_Task data:_

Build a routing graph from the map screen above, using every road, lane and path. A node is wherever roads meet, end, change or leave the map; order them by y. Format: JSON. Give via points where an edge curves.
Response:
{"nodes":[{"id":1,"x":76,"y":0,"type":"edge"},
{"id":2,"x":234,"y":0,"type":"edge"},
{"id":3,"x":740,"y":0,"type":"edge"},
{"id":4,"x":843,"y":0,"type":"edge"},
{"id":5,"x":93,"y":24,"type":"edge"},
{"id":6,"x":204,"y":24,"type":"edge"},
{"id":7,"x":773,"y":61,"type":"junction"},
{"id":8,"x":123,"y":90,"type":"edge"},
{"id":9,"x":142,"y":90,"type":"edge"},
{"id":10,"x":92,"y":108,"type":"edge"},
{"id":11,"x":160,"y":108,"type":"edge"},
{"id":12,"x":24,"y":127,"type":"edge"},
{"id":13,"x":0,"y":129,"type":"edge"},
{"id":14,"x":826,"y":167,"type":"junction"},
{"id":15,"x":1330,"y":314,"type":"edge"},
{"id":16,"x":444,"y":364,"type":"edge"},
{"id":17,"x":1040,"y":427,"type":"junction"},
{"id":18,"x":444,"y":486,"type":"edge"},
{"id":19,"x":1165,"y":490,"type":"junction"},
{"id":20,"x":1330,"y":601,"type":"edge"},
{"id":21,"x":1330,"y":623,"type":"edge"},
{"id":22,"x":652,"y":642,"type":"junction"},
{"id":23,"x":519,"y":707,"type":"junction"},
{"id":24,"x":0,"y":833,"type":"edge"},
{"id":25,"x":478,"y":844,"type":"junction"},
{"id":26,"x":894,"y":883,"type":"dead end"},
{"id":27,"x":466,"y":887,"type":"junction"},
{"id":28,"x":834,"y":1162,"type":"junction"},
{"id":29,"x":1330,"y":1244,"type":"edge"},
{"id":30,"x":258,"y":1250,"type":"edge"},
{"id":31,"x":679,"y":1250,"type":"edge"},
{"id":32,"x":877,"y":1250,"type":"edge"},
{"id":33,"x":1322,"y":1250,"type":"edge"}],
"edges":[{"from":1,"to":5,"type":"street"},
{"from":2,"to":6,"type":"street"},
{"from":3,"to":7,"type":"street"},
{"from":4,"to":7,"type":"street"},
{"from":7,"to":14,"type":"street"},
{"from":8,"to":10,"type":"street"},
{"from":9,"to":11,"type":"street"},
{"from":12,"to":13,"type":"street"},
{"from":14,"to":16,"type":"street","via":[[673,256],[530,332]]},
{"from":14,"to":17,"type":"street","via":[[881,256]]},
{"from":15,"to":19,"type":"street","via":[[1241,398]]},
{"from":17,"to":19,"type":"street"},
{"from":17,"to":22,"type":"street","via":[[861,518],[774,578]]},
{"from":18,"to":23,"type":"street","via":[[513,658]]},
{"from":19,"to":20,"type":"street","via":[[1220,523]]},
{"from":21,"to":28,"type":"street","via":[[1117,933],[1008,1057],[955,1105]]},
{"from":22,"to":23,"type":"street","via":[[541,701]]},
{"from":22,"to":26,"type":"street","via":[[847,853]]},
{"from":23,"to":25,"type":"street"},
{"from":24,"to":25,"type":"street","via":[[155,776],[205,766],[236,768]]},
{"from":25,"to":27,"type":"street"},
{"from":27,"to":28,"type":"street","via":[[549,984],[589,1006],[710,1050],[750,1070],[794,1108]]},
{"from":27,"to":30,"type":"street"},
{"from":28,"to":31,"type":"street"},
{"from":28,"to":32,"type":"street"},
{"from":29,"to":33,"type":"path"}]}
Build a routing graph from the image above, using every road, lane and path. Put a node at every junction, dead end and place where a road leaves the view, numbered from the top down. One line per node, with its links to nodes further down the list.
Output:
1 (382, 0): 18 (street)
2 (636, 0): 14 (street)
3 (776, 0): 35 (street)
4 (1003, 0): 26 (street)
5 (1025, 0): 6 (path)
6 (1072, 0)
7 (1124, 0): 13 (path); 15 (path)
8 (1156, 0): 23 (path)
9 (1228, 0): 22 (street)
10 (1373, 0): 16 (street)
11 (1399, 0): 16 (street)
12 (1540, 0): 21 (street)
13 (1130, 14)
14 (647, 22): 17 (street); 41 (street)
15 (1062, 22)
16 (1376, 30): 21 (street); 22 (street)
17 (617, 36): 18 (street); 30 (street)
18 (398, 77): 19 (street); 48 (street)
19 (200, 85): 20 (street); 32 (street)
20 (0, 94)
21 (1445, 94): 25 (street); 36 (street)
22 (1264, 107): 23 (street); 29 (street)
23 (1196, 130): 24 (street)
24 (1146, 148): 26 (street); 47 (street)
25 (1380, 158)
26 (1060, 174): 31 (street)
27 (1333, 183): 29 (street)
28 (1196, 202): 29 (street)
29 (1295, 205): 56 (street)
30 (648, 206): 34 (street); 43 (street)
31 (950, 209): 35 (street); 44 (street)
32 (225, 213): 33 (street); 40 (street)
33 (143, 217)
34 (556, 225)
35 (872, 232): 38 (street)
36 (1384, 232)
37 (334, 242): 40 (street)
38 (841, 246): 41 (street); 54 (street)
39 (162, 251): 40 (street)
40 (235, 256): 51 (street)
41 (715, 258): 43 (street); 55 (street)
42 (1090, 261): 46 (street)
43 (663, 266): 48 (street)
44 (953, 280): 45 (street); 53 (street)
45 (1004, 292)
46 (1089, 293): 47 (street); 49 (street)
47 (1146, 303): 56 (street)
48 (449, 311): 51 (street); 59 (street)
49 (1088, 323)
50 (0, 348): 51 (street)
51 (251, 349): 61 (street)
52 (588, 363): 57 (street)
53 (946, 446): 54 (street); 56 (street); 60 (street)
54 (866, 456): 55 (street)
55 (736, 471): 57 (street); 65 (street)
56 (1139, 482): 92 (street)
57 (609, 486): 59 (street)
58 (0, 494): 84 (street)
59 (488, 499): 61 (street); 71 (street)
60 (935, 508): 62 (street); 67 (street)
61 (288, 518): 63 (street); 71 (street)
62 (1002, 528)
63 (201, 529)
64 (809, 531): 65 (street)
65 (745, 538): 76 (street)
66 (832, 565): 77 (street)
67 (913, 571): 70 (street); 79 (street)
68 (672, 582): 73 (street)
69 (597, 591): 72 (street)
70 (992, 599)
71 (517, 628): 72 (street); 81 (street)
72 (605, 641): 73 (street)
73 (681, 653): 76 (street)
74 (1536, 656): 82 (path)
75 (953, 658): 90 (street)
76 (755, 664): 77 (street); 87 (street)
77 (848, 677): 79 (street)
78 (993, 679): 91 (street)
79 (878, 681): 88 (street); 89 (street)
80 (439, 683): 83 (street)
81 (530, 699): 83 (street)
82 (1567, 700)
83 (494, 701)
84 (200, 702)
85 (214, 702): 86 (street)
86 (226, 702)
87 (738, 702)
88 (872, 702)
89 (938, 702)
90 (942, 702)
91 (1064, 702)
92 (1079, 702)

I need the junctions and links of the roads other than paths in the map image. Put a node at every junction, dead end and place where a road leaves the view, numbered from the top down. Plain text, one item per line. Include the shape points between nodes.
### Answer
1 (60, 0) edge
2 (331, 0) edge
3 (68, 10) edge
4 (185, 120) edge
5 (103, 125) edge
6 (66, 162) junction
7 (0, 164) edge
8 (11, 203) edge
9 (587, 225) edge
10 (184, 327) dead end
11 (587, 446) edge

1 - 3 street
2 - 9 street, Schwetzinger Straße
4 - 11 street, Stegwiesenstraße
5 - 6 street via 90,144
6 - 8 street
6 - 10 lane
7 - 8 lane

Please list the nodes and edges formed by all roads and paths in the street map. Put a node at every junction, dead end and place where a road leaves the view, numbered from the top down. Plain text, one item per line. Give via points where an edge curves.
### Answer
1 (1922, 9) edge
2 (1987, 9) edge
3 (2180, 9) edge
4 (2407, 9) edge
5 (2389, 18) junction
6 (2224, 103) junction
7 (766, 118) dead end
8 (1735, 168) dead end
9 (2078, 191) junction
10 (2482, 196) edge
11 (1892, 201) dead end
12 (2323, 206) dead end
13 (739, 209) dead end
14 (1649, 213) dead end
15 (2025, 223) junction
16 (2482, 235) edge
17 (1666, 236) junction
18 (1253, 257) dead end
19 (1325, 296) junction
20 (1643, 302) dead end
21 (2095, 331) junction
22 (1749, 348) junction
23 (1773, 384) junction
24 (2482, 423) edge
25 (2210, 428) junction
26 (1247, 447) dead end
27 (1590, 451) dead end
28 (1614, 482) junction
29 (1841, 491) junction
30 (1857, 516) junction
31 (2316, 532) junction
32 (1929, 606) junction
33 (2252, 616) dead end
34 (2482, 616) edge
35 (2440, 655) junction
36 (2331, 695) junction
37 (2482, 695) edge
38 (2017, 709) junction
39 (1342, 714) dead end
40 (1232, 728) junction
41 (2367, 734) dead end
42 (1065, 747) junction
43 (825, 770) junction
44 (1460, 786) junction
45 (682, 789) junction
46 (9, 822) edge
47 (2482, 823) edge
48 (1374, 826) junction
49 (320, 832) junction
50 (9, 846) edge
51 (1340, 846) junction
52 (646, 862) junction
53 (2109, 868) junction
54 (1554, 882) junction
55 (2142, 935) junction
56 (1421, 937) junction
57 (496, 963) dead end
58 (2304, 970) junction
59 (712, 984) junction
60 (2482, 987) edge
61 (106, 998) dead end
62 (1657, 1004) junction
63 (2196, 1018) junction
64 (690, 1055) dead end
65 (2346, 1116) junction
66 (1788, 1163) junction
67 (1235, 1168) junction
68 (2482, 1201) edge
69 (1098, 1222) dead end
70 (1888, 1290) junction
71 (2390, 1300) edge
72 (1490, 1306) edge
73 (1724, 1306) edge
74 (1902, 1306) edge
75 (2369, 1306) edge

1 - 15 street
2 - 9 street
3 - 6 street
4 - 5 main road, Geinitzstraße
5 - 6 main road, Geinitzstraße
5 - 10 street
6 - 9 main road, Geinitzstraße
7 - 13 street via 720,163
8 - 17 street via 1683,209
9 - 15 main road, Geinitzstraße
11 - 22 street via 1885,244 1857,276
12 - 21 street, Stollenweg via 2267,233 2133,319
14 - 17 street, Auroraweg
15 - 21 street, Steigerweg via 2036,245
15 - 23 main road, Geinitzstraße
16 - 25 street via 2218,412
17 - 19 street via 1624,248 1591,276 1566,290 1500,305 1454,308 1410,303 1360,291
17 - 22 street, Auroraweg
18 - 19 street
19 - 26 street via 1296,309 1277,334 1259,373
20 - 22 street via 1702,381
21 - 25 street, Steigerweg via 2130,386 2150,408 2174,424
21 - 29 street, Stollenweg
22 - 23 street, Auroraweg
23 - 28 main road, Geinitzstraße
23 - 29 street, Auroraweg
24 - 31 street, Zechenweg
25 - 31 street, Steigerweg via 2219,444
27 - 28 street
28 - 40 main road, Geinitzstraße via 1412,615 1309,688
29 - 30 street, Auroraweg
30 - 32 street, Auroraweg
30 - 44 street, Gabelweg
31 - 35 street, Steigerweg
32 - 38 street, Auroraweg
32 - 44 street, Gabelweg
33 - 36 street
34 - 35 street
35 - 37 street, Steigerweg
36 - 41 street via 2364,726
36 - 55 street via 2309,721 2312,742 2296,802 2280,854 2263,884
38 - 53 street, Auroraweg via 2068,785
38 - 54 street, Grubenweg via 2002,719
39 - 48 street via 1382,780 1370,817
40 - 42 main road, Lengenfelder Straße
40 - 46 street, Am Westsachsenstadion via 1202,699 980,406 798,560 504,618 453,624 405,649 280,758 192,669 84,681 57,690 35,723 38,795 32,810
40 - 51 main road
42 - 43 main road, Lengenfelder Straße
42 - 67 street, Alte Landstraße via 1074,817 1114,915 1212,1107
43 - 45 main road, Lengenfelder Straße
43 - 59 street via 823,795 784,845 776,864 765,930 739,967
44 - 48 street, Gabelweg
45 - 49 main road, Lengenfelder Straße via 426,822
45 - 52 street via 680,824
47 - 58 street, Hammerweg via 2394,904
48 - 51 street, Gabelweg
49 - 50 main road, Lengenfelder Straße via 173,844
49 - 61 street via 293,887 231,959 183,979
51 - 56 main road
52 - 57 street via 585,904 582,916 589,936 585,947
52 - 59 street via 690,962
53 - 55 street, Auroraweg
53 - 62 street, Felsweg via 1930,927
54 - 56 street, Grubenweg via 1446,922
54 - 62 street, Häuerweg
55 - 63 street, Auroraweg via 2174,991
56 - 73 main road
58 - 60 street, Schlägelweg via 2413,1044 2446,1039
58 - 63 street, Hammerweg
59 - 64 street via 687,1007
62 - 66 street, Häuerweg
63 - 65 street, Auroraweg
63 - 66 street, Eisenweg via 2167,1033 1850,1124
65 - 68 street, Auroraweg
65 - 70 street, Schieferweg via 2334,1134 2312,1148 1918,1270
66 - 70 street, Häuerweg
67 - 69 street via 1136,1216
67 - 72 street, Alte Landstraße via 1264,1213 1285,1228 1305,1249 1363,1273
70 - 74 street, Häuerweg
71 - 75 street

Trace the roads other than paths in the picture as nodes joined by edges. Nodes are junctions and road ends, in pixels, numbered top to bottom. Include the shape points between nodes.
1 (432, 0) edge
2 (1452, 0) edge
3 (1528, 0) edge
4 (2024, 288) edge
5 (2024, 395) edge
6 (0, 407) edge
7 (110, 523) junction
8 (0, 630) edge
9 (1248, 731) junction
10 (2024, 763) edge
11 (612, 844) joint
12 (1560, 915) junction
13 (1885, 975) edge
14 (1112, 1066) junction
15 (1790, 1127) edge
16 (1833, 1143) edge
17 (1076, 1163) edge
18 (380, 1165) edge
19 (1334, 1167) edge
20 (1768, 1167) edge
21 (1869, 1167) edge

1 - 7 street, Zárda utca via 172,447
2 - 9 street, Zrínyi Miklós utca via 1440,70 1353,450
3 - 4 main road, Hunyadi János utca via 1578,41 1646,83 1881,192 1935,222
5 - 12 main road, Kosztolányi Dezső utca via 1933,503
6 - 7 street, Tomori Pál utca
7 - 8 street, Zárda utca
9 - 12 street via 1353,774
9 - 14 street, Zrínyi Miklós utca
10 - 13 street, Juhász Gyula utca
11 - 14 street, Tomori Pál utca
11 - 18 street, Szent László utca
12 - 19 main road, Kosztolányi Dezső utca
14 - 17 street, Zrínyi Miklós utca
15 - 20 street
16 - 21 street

_Exercise:_
Whenever a line of the material above contains the string "Zrínyi", copy that line out.

_Solution for this task:_
2 - 9 street, Zrínyi Miklós utca via 1440,70 1353,450
9 - 14 street, Zrínyi Miklós utca
14 - 17 street, Zrínyi Miklós utca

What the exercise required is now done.